Anuj Gujar is a member of the "Extreme UI" novel
user interface group at Xerox PARC. He has expertise in user
interface design, applications programming, and rapid prototypying.
He holds a MS (Computer Science) from the University of Toronto.
Beverly Harrison is a member of the "Extreme UI"
novel user interface group at Xerox PARC. She has worked on designing
systems and interfaces for telecommunications (1983-89), for
annotation of video (1991), for computer animation and modeling
(1995-6), and most recently on interfaces which blend physical
and virtual worlds (1997-9). She holds degrees in mathematics
(BMath, Waterloo), industrial engineering, and human factors
engineering (MS,PhD, University of Toronto).
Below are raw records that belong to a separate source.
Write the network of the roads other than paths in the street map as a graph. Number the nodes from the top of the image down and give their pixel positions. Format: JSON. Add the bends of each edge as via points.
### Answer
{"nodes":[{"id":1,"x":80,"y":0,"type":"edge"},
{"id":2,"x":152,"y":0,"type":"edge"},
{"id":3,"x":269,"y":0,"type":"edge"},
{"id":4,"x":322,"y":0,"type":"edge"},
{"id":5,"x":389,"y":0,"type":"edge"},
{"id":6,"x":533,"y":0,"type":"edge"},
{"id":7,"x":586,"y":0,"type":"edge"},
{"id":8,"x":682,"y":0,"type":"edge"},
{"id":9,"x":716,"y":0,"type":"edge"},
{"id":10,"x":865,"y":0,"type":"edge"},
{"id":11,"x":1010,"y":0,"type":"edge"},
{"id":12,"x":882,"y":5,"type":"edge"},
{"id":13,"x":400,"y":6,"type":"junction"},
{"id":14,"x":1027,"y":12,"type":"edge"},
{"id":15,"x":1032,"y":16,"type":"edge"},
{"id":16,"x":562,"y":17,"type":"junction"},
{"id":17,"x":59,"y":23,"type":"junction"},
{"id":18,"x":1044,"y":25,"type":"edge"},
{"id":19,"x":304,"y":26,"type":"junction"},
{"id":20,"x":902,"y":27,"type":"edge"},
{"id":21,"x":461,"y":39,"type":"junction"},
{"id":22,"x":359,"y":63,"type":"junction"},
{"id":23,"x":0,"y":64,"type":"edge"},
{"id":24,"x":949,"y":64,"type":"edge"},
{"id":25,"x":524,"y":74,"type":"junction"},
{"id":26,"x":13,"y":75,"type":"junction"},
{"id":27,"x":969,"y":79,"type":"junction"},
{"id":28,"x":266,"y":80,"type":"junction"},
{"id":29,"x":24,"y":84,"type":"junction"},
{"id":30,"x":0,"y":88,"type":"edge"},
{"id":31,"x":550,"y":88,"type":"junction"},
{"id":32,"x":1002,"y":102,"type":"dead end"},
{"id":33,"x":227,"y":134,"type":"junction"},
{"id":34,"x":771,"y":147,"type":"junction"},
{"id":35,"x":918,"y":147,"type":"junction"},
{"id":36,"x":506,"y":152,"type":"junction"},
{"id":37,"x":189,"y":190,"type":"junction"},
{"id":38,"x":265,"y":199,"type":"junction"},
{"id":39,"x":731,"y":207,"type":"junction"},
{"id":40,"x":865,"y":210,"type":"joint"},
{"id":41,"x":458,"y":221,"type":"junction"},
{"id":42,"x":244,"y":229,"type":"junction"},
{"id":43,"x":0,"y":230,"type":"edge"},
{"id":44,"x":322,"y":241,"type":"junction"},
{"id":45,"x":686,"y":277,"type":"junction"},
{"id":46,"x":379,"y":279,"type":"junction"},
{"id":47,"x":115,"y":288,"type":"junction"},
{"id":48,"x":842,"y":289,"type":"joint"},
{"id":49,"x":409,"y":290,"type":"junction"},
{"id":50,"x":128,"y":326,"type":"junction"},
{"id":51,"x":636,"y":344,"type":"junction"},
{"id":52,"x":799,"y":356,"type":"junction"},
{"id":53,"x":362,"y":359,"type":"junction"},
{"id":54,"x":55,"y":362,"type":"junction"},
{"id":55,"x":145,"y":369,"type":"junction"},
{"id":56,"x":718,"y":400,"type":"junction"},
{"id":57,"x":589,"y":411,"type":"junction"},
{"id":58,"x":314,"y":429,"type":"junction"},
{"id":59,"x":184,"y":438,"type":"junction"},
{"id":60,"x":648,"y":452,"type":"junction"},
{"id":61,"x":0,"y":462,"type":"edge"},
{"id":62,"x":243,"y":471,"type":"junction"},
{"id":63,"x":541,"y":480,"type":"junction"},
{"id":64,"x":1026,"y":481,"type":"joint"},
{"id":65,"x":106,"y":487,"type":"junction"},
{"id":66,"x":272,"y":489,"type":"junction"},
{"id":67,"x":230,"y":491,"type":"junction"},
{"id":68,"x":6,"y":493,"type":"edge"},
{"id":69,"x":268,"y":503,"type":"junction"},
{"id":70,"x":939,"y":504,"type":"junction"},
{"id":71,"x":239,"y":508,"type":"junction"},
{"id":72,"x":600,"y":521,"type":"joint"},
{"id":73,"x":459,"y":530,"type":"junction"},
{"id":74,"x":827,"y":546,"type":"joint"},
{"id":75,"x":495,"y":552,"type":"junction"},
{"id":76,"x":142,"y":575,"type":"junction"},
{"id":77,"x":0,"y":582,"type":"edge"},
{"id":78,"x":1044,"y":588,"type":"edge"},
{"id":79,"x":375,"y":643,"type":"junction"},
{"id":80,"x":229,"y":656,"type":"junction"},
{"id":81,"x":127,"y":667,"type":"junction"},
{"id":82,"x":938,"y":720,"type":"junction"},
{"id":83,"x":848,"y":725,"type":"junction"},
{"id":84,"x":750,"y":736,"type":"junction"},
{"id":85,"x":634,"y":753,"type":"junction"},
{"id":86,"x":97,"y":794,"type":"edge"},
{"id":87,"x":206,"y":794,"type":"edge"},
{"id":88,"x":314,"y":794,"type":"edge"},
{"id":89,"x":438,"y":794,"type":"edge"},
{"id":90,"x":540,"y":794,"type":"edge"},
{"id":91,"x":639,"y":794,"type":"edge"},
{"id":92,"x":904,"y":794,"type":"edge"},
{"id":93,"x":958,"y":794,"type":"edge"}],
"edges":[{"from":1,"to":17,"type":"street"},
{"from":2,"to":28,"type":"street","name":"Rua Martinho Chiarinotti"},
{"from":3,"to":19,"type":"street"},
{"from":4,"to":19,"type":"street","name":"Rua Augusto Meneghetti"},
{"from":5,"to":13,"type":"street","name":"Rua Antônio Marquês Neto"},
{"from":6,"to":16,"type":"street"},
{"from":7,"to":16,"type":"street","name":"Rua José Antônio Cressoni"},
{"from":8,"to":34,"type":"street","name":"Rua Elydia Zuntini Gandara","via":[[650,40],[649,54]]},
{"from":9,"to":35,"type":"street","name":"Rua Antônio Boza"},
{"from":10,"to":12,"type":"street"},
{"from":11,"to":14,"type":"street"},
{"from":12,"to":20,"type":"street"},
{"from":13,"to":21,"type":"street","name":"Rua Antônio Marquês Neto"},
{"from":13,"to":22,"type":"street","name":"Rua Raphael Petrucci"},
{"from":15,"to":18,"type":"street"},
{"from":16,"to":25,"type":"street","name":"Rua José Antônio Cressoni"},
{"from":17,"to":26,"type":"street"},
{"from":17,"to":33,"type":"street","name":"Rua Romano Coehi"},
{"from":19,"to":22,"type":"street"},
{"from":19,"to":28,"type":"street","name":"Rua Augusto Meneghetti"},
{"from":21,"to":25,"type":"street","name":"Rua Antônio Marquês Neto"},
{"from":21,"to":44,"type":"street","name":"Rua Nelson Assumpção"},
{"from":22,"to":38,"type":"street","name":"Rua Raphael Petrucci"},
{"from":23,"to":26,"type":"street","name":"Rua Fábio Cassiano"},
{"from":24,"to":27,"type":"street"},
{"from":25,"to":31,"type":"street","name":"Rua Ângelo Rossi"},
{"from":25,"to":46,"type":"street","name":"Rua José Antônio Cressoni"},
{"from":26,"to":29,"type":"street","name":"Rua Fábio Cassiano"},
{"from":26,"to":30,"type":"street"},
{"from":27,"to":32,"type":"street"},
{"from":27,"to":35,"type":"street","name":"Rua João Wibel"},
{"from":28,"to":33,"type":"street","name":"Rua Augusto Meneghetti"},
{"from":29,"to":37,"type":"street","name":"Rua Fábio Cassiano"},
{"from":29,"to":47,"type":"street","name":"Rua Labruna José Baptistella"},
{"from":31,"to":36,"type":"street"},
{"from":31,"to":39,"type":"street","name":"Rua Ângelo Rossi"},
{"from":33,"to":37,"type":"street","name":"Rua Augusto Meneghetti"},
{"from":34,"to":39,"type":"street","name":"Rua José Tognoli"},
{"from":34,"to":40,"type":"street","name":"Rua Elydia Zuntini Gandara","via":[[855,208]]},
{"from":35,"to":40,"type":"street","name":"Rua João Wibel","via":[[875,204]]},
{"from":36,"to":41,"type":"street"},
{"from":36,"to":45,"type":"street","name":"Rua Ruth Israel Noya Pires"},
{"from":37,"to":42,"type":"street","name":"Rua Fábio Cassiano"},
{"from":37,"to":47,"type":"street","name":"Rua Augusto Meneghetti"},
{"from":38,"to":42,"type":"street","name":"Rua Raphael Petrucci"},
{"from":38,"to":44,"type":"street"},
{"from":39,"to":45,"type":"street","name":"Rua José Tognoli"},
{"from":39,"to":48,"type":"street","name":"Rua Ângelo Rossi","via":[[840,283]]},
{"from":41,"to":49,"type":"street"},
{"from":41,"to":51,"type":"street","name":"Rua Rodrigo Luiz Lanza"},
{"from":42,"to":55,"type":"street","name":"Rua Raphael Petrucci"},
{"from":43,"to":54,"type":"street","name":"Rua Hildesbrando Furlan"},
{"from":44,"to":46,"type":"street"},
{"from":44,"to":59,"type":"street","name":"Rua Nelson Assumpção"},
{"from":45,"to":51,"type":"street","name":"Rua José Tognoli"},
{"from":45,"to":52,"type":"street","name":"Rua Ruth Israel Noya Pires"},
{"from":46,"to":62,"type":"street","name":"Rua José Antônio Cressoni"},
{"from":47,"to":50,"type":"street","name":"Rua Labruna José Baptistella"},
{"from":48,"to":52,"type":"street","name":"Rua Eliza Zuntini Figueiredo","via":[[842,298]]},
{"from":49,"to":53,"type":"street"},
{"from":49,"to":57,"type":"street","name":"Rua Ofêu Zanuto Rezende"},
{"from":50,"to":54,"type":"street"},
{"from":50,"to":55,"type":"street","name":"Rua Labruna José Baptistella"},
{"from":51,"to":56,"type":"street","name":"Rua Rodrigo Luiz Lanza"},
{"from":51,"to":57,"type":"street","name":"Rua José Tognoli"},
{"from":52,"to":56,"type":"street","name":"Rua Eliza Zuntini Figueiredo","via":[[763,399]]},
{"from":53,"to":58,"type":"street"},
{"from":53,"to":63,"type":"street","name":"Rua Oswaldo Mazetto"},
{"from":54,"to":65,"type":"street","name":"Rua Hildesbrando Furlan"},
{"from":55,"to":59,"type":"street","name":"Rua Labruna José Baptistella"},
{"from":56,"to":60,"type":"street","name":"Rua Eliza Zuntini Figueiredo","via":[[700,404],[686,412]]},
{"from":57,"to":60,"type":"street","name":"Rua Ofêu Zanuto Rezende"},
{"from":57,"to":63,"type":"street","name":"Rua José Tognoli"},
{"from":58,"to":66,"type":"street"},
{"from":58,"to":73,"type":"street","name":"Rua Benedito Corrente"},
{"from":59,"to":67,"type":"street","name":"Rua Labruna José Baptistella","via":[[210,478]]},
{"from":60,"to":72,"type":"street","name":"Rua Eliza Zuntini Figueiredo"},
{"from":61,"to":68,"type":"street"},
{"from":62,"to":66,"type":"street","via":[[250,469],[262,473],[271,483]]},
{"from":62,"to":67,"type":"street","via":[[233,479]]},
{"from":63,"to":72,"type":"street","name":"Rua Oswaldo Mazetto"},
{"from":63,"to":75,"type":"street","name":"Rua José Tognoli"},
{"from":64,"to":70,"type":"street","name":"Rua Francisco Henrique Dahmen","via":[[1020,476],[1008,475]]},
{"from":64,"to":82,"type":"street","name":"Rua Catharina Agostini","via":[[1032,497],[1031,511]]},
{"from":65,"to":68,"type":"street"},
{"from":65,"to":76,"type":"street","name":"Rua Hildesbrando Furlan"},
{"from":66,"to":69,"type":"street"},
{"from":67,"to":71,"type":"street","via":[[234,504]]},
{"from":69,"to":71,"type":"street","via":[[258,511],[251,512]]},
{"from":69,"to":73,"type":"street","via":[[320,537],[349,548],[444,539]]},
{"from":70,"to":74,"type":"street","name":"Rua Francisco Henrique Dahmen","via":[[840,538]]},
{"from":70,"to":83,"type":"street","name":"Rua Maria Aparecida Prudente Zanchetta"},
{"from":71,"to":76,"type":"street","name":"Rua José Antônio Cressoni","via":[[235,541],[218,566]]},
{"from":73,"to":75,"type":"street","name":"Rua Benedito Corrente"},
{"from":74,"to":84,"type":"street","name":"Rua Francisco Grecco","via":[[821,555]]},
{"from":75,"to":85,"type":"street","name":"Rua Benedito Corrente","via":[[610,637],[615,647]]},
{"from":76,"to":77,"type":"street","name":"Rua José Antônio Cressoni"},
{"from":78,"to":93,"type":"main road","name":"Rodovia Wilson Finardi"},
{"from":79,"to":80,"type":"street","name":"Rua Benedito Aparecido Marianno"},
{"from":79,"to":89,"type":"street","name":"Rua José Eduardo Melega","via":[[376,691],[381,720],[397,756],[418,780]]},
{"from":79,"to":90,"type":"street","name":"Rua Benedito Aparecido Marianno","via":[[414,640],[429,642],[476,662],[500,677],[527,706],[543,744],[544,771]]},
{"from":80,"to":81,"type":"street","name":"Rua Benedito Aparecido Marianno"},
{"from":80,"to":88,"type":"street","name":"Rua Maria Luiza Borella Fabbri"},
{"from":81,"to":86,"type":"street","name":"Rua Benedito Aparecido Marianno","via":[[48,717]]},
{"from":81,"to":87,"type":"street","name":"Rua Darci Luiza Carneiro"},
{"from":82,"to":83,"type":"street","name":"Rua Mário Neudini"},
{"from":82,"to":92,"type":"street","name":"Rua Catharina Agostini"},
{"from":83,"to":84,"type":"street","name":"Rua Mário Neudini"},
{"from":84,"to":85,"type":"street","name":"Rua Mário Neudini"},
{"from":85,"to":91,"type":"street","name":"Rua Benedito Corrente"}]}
She has extensive
industrial experience from Bell-Northern Research (Nortel) and
Alias-Silicon Graphics.
Roy
Want is the manager of the Embedded Systems Area in the Computer
Science Laboratory at Xerox PARC. He is a veteran of PARC's original
Ubiquitous Computing work. He was the creator of the ParcTab
and before that the Active Badge location system at ORL. His
previous research focused on distributed multimedia systems.
During this time he participated in the ISLAND project at Cambridge
University and the Pandora project at Olivetti Research Ltd.
He holds a PhD in Computer Science from Cambridge University.